Malo balance son cul
dans la cité les exciter
jamais la honte à ses joues ne monte
dans les allées à l'aise laisser aller
sous sa frange peroxydée
les regards des gars agacés
sous les bâtiments, tout le monde ment
vend son âme au plus offrant
fauché fauchant du blé à plus fauché
ou donnant-donnant, ou donneur donné
don de soi ou plaisir de recevoir
qu'importe, qui sait comment ça marche
cette vie, c'est si long, toujours les mêmes saisons
alors Malo a bien raison dans son blouson
de se moquer des coqs et leurs quolibets
personne ne sait...
lui-même sait-il ce qu'il vit.... ?

il l'a rencontré sur un réseau X, ou Y. un homme au hasard. pourquoi pas ?
la drague sur les réseaux ne s'embarrasse pas de fleurs, sourires, poèmes, restaurant, cinéma...
tous les soirs, l'homme l'appelait. au début, la sonnerie le faisait bander net comme chien pavlovien. c'était l'heure d'être à lui. d'être soi ? un peu.

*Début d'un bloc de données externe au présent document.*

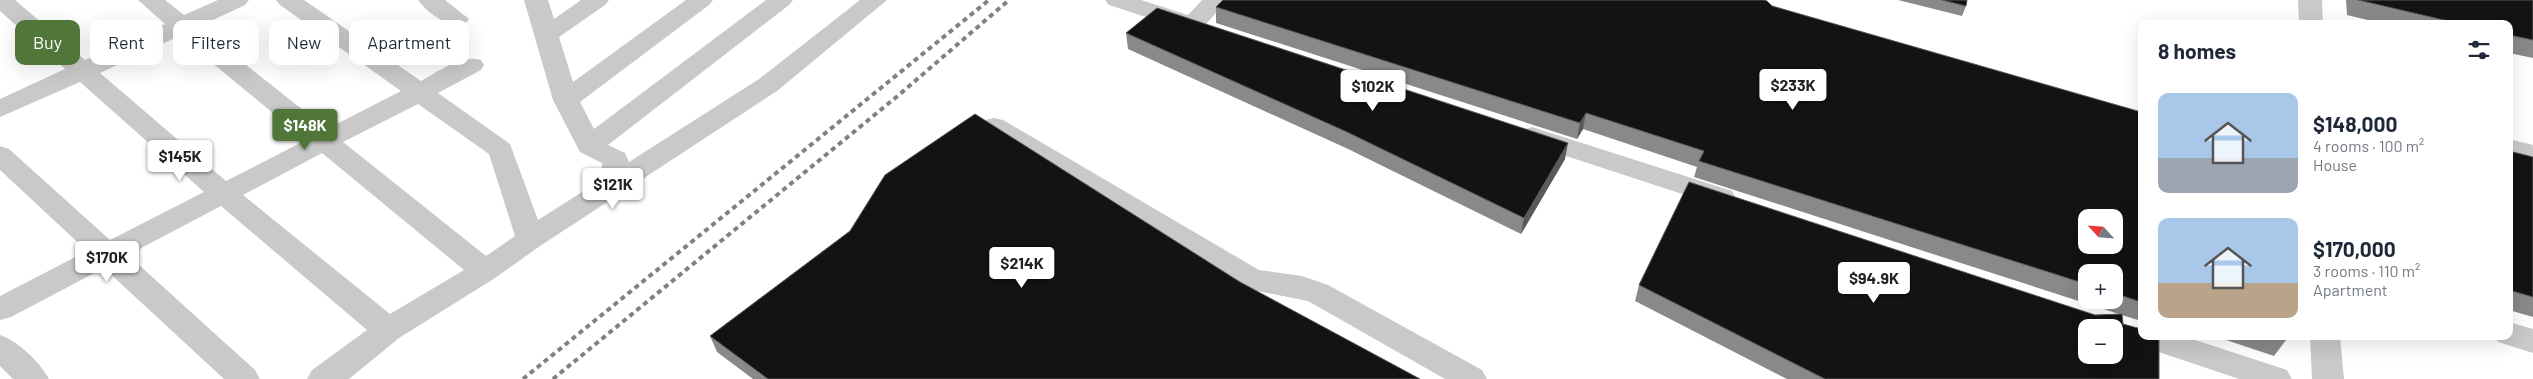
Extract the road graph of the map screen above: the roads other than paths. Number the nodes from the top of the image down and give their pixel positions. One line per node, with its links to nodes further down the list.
1 (0, 0): 24 (street)
2 (150, 0): 15 (street)
3 (236, 0): 16 (street)
4 (288, 0): 25 (street)
5 (430, 0): 14 (street)
6 (536, 0): 20 (street)
7 (597, 0): 20 (street)
8 (701, 0): 26 (street)
9 (781, 0): 31 (street)
10 (875, 0): 35 (street)
11 (1117, 0): 18 (street)
12 (1215, 0): 18 (street)
13 (2310, 0): 17 (street)
14 (457, 19)
15 (175, 20)
16 (194, 20)
17 (2311, 20)
18 (1192, 25): 21 (street)
19 (173, 30): 24 (street)
20 (547, 34): 26 (street)
21 (1221, 34)
22 (230, 65): 30 (street)
23 (472, 65): 25 (street)
24 (84, 70): 27 (street); 36 (street)
25 (419, 92): 30 (street); 38 (street)
26 (566, 100): 31 (street)
27 (0, 109)
28 (994, 126): 51 (street)
29 (1506, 127): 37 (street)
30 (326, 142): 36 (street); 40 (street)
31 (589, 146): 35 (street)
32 (2513, 149): 33 (street)
33 (2533, 154)
34 (0, 155): 39 (street)
35 (614, 184): 38 (street)
36 (223, 192): 39 (street); 42 (street)
37 (1743, 205)
38 (530, 239): 40 (street)
39 (106, 252): 41 (street); 49 (street)
40 (485, 271): 42 (street)
41 (0, 309)
42 (388, 330): 50 (street)
43 (2513, 335): 46 (street)
44 (2157, 340): 52 (street)
45 (2325, 340): 53 (street)
46 (2533, 341)
47 (0, 347): 48 (street)
48 (33, 379)
49 (244, 379)
50 (323, 379)
51 (1471, 379)
52 (2276, 379)
53 (2328, 379)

il ne disait rien, il préférait l'entendre lui susurrer des mots : douces injures, ordres intimes, félicitations sincères.

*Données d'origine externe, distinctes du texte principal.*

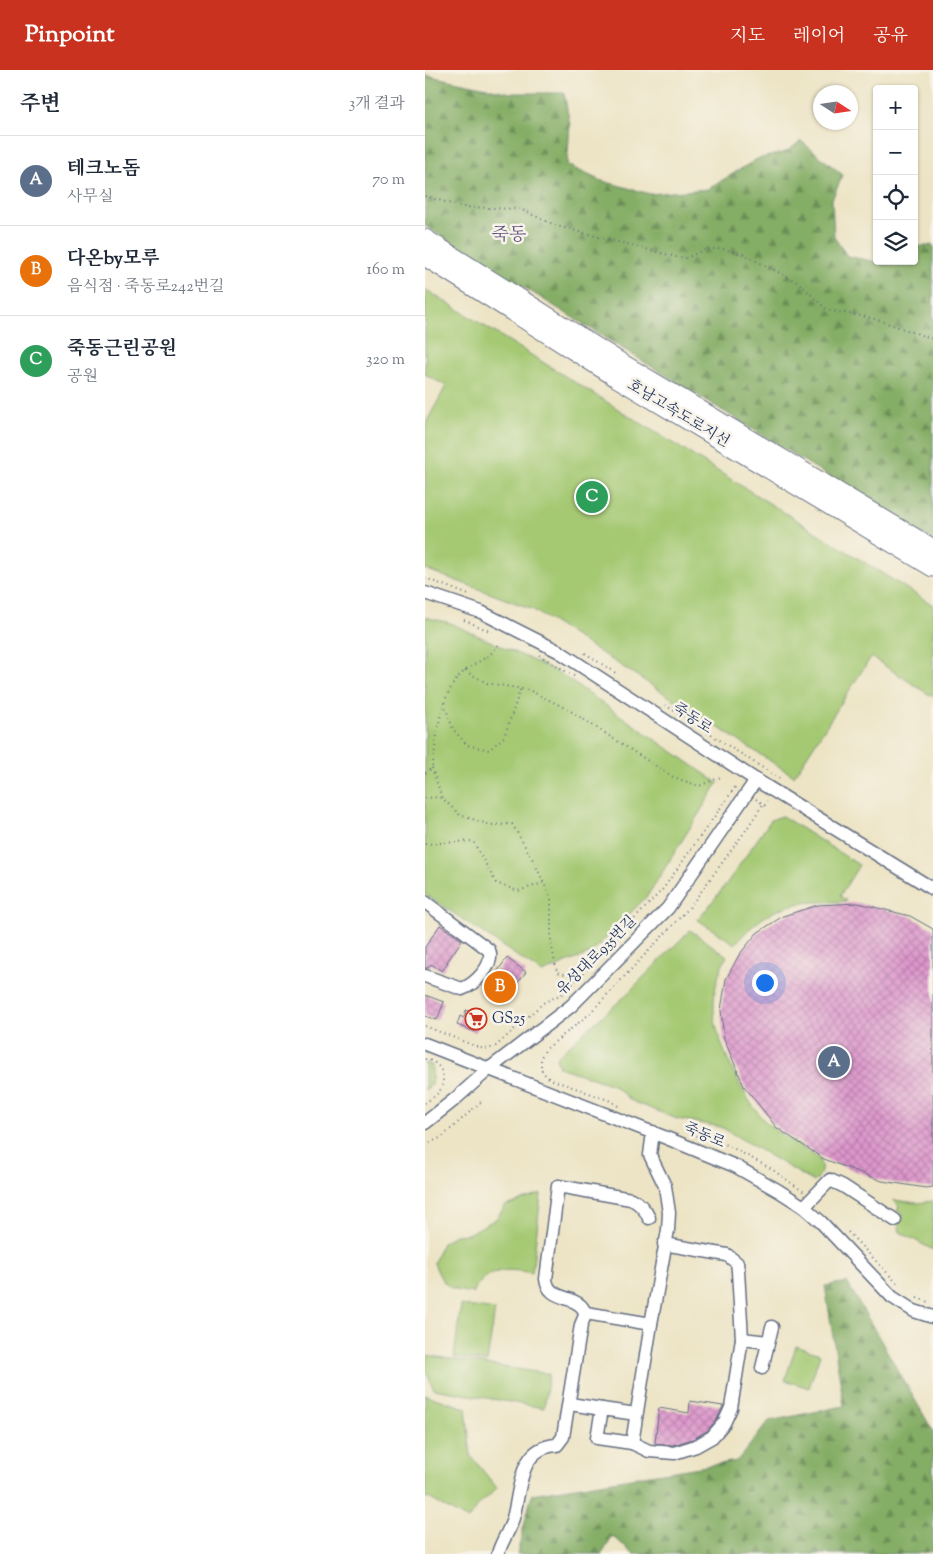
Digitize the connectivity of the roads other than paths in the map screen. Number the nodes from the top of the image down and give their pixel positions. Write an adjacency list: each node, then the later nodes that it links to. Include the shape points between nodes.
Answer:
1 (425, 239): 3 (highway, 호남고속도로지선, via 624,365)
2 (425, 256): 4 (highway, 호남고속도로지선, via 618,378)
3 (933, 549)
4 (933, 567)
5 (425, 593): 6 (street, 죽동로, via 481,612 560,652)
6 (756, 780): 7 (street, 죽동로); 11 (street, 유성대로935번길, via 669,908 571,1006)
7 (933, 889)
8 (425, 902): 9 (street, via 489,950 491,955 490,962 472,985 462,989)
9 (425, 976)
10 (425, 1044): 11 (street, 죽동로)
11 (489, 1069): 12 (street, 유성대로935번길); 13 (street, 죽동로)
12 (425, 1123)
13 (653, 1132): 14 (street, 죽동로, via 735,1166); 17 (street, via 650,1155 665,1186 669,1213)
14 (808, 1203): 16 (street, via 830,1180); 19 (street, 죽동로, via 821,1222 892,1297 914,1311)
15 (649, 1218): 18 (street, via 643,1207 631,1199 558,1186 547,1286 555,1294 580,1305)
16 (895, 1220)
17 (664, 1244): 20 (street); 22 (street, via 727,1254 737,1263)
18 (586, 1313): 20 (street); 25 (street, via 581,1325)
19 (933, 1317)
20 (651, 1324): 27 (street)
21 (772, 1326): 23 (street)
22 (742, 1339): 23 (street); 28 (street, via 731,1408 712,1437 674,1453 649,1451)
23 (768, 1342): 24 (street)
24 (762, 1368)
25 (570, 1404): 26 (street); 29 (street, via 563,1437 557,1445 546,1445 535,1452 525,1466 513,1519)
26 (602, 1408): 27 (street); 28 (street, via 597,1438)
27 (636, 1414): 28 (street)
28 (632, 1443)
29 (498, 1554)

il répondait par des gémisssements en guise d'acquiescements, soupirs dans le micro, smileys envoyés, mais aucun recours au langage, oral ou écrit.

et puis, il a commencé à ne plus aimer ce rendez-vous du soir. chaque jour, il se disait : "ce soir, je ne répondrai pas". mais il répondait chaque soir. il ne pouvait pas résister, s'en passer. il était coincé dans une boucle infinie : plaisir, regret, dégoût, renoncement, frustration, tentation, obéissance, plaisir... tout finissait par se mélanger dans son esprit et sous ses mains, les caresses et les coups. comment s'en sortir ?
tous les jours il donne le change, il va en cours, côtoie du monde, sa famille, il est exactement ce qu'on attend de lui, souriant, aimable, serviable, pour ainsi dire normal... mais derrière le masque, il souffre...
pour se relaxer avant l'appel du soir, il fume un joint.
pour se relaxer après l'appel du soir, il fume un joint.
addiction contre/pour une autre addiction.
il aimerait disparaître, mais peut-on encore disparaître ?
dans son walkman, il rembobine sa cassette.
les smartphones n'ont jamais été inventés.
y'a pas de réseaux, à part les réseaux de neurones, les réseaux routiers...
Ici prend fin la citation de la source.